▶ [EXERCISE AIM]
Scan the data, and whenever a line contains "COUNTRY", copy it.

▶ [DATA TO USE]
○ ○ ○ ○ ○ ○ ○
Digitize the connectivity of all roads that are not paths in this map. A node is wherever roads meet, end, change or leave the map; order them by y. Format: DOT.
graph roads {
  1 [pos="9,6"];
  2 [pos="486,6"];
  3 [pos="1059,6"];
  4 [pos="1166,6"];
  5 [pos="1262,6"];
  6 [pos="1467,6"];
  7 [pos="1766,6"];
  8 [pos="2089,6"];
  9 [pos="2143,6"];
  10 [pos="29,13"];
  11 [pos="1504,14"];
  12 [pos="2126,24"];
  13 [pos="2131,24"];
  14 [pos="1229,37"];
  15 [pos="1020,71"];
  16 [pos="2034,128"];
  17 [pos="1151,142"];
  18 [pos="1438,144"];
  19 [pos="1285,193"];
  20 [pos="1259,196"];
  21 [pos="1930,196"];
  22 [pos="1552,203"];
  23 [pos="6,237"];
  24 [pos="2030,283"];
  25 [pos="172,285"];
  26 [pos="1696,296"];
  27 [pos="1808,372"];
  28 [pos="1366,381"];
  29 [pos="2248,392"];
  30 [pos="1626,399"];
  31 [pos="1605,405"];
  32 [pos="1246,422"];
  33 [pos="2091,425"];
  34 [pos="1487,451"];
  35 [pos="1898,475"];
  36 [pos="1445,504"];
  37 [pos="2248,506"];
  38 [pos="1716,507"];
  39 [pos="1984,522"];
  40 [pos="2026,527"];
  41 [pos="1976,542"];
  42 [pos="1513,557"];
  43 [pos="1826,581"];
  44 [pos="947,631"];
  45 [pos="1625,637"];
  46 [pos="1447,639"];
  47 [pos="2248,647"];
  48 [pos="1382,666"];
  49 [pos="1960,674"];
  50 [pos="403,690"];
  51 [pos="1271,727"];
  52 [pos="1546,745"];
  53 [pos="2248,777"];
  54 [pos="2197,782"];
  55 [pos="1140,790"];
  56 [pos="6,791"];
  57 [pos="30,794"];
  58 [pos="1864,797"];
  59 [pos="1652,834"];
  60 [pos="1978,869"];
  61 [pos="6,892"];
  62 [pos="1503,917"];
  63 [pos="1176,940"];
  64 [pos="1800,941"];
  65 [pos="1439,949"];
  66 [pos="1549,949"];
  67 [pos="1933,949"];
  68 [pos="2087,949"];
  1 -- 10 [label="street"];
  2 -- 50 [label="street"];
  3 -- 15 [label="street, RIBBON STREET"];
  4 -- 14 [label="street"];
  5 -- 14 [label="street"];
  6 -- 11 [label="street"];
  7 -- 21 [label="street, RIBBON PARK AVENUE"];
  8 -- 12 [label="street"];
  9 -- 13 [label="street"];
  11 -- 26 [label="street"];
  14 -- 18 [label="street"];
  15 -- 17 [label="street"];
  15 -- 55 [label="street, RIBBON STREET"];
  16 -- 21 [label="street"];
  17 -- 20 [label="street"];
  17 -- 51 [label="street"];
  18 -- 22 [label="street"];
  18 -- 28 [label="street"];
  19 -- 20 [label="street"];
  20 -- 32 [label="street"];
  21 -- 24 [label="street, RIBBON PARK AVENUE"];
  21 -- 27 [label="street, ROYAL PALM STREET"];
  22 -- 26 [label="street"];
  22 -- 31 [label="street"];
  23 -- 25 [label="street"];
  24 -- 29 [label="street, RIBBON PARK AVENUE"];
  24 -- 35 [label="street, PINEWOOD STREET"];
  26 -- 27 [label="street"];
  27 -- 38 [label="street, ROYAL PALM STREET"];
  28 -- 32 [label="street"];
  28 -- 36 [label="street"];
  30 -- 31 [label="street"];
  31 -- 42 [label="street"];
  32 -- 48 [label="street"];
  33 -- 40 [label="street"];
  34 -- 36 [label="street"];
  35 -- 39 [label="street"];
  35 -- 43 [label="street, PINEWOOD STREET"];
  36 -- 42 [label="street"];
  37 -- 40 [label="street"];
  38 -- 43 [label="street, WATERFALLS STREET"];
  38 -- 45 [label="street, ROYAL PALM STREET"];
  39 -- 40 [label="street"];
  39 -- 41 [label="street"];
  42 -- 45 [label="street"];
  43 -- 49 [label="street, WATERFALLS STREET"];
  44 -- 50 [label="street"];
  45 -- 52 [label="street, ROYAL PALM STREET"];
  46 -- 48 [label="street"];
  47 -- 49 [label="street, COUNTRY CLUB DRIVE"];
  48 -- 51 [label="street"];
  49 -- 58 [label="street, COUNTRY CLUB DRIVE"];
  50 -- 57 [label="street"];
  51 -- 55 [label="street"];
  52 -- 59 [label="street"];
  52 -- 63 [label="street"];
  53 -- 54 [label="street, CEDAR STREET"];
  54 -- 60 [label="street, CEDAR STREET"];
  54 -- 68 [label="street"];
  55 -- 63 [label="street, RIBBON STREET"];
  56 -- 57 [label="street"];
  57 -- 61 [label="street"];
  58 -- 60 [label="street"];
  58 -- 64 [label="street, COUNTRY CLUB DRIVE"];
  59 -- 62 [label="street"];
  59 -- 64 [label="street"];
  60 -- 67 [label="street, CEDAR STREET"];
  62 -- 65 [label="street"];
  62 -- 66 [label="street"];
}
○ ○ ○ ○ ○ ○ ○
▶ [REPLY]
  47 -- 49 [label="street, COUNTRY CLUB DRIVE"];
  49 -- 58 [label="street, COUNTRY CLUB DRIVE"];
  58 -- 64 [label="street, COUNTRY CLUB DRIVE"];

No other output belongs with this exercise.